Cell-specific differential modulation of human trabecular meshwork cells by selective adenosine receptor agonists.
MedLine Citation:
PMID:  17070802     Owner:  NLM     Status:  MEDLINE    
Activation of A1 and A2A subtype adenosine receptors (AR) likely exert opposing effects on outflow of aqueous humor, and thereby, on intraocular pressure. Selective agonists of adenosine receptor (AR) subtypes have previously been applied to trabecular meshwork (TM) and Schlemm's canal (SC) cells to identify the site(s) of differential purinergic modulation. However, the apparent changes in volume monitored by previously measuring projected cell area might have partially reflected cell contraction and relaxation. In addition, whole-cell current responses of the TM cells previously described were highly variable following application of selective A1, A2A and A3 agonists. The complexity of the electrophysiologic responses may have reflected cell heterogeneity of the populations harvested from collagenase digestion of TM explants. We now report measurements of TM-cell volume using calcein fluorescence quenching, an approach independent of contractile state. Furthermore, we have applied selective AR agonists to a uniform population of human TM cells, the hTM5 cell line. A1, but not A2A or A3, AR agonists triggered TM-cell shrinkage. Both A1 and A2A AR agonists produced reproducible increases in TM-cell whole-cell currents of similar magnitude. The results suggest that previous measurements of explant-derived TM cells may have reflected a range of responses from phenotypically different cell populations, and that the opposing effects of A1 and A2A agonists on outflow resistance are not likely to be mediated by actions on a single population of TM cells. These opposing effects might reflect AR responses by two or more subpopulations of TM cells, by TM and SC cells or by inner-wall SC cells, alone.
Mike O Karl; Kim Peterson-Yantorno; Mortimer M Civan
Publication Detail:
Type:  Journal Article; Research Support, N.I.H., Extramural; Research Support, Non-U.S. Gov't     Date:  2006-10-30
Journal Detail:
Title:  Experimental eye research     Volume:  84     ISSN:  0014-4835     ISO Abbreviation:  Exp.
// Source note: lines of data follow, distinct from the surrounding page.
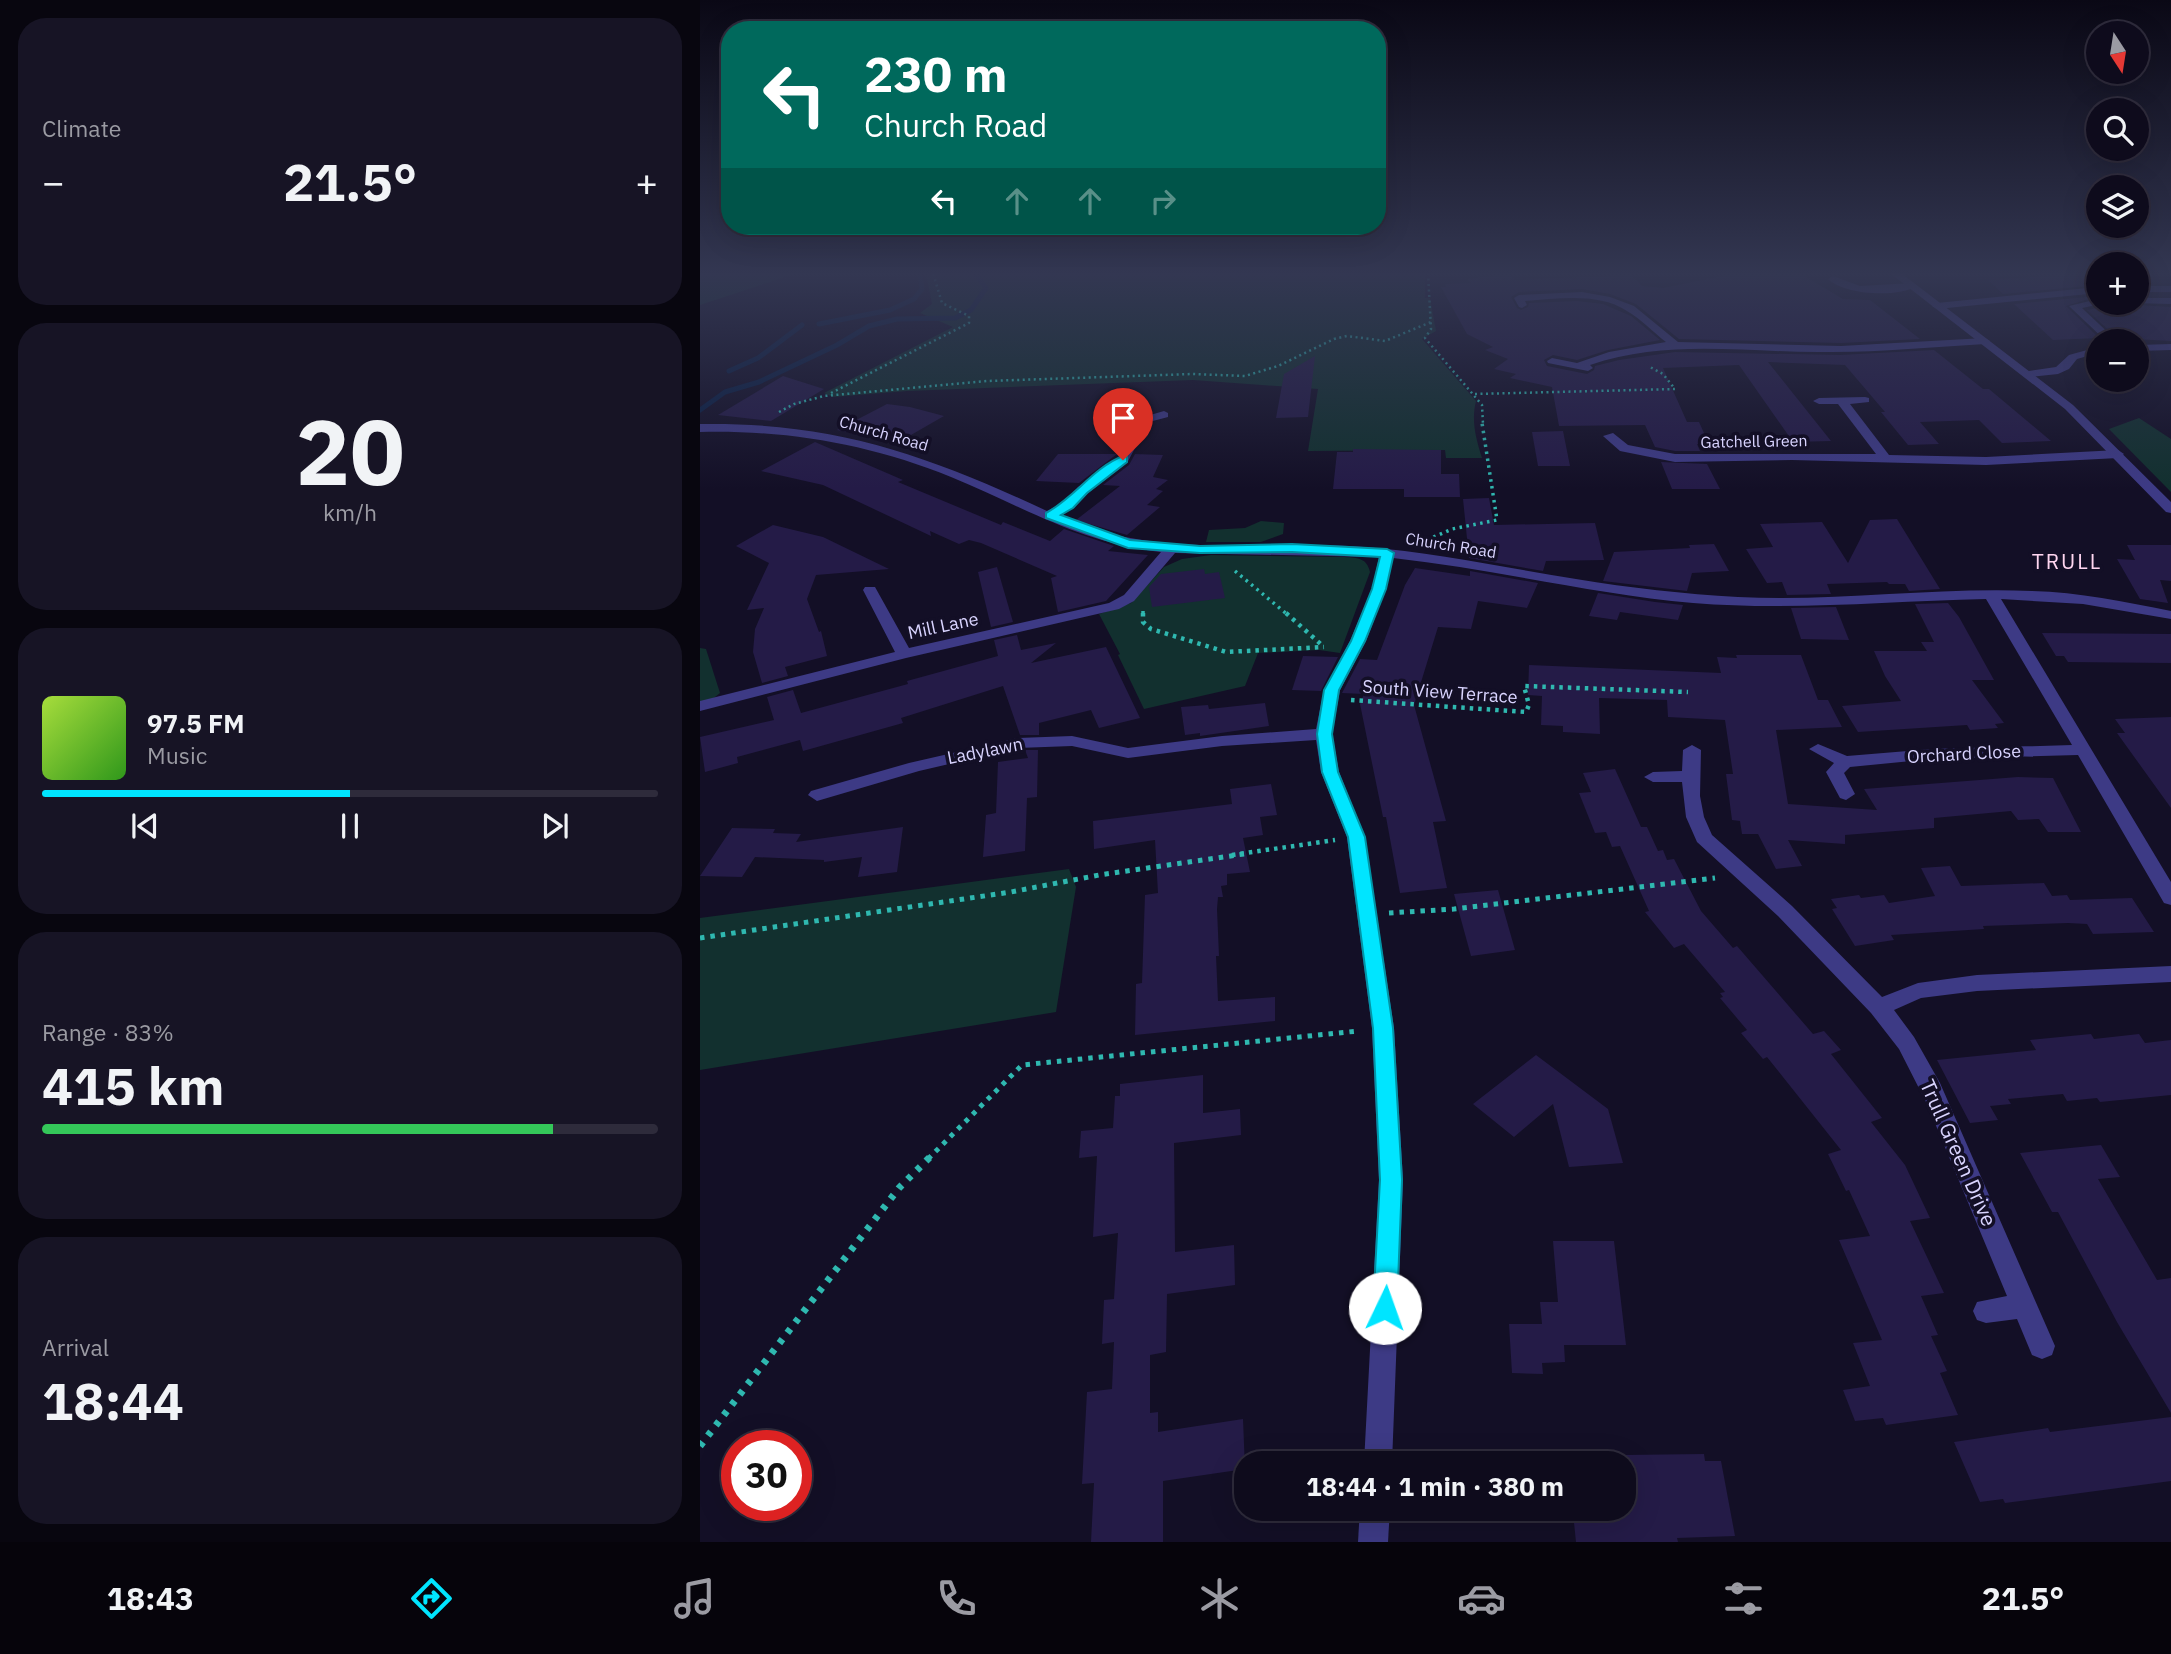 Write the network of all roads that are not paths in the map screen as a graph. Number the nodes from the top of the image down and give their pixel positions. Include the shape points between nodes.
1 (1675, 345) edge
2 (1760, 345) edge
3 (1901, 345) edge
4 (1989, 345) edge
5 (2171, 347) edge
6 (2149, 348) edge
7 (2086, 353) edge
8 (1552, 361) dead end
9 (1578, 366) junction
10 (1595, 370) dead end
11 (2029, 374) junction
12 (1865, 400) dead end
13 (1819, 401) dead end
14 (1842, 401) junction
15 (1164, 415) dead end
16 (702, 428) edge
17 (1609, 436) dead end
18 (1624, 447) junction
19 (1600, 448) dead end
20 (2118, 454) junction
21 (1885, 458) junction
22 (2171, 509) edge
23 (1051, 515) junction
24 (1172, 548) junction
25 (1398, 555) junction
26 (870, 590) dead end
27 (1991, 594) junction
28 (2171, 615) edge
29 (904, 653) junction
30 (703, 705) edge
31 (1324, 734) junction
32 (1818, 749) dead end
33 (1692, 750) dead end
34 (2084, 750) junction
35 (1845, 762) junction
36 (1690, 776) junction
37 (1653, 777) dead end
38 (1846, 794) dead end
39 (817, 795) dead end
40 (2171, 898) edge
41 (2171, 974) edge
42 (1879, 1007) junction
43 (2025, 1306) junction
44 (1986, 1311) dead end
45 (2042, 1346) dead end
46 (1379, 1451) edge
47 (1374, 1521) edge
48 (1373, 1542) edge

1 - 9 street via 1609,355
2 - 3 street via 1817,349
4 - 11 street
5 - 6 street
7 - 11 street via 2073,357 2060,370
8 - 9 street
9 - 10 street
11 - 20 street
12 - 14 street
13 - 14 street
14 - 21 street
15 - 23 street via 1144,420 1123,460
16 - 23 street, Church Road via 763,427 837,436 966,478
17 - 18 street, Gatchell Green
18 - 19 street, Gatchell Green
18 - 21 street, Gatchell Green via 1675,458
20 - 21 street, Gatchell Green via 1986,461
20 - 22 street
23 - 24 street, Church Road via 1118,541
24 - 25 street, Church Road via 1292,548
24 - 29 street, Mill Lane via 1129,598 1114,606
25 - 27 street, Church Road via 1604,588 1722,600 1841,602
25 - 31 street via 1332,690
26 - 29 street
27 - 28 street, Church Road via 2071,597
27 - 34 street
29 - 30 street, Mill Lane
31 - 39 street, Ladylawn via 1128,753 1072,741 1018,743
31 - 46 street via 1330,772 1356,837 1383,1028 1391,1180
32 - 35 street
33 - 36 street, Trull Green Drive
34 - 35 street, Orchard Close via 1932,754
34 - 40 street
35 - 38 street via 1835,772
36 - 37 street
36 - 42 street, Trull Green Drive via 1695,822 1704,838
41 - 42 street via 1977,983 1918,991
42 - 43 street, Trull Green Drive via 1910,1048
43 - 44 street
43 - 45 street, Trull Green Drive
47 - 48 street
Eye Res.     Publication Date:  2007 Jan 
Date Detail:
Created Date:  2006-11-28     Completed Date:  2007-02-26     Revised Date:  2013-06-28    
Medline Journal Info:
Nlm Unique ID:  0370707     Medline TA:  Exp Eye Res     Country:  England    
Other Details:
Languages:  eng     Pagination:  126-34     Citation Subset:  IM    
Department of Physiology, University of Pennsylvania School of Medicine, Philadelphia, PA 19104-6085, USA.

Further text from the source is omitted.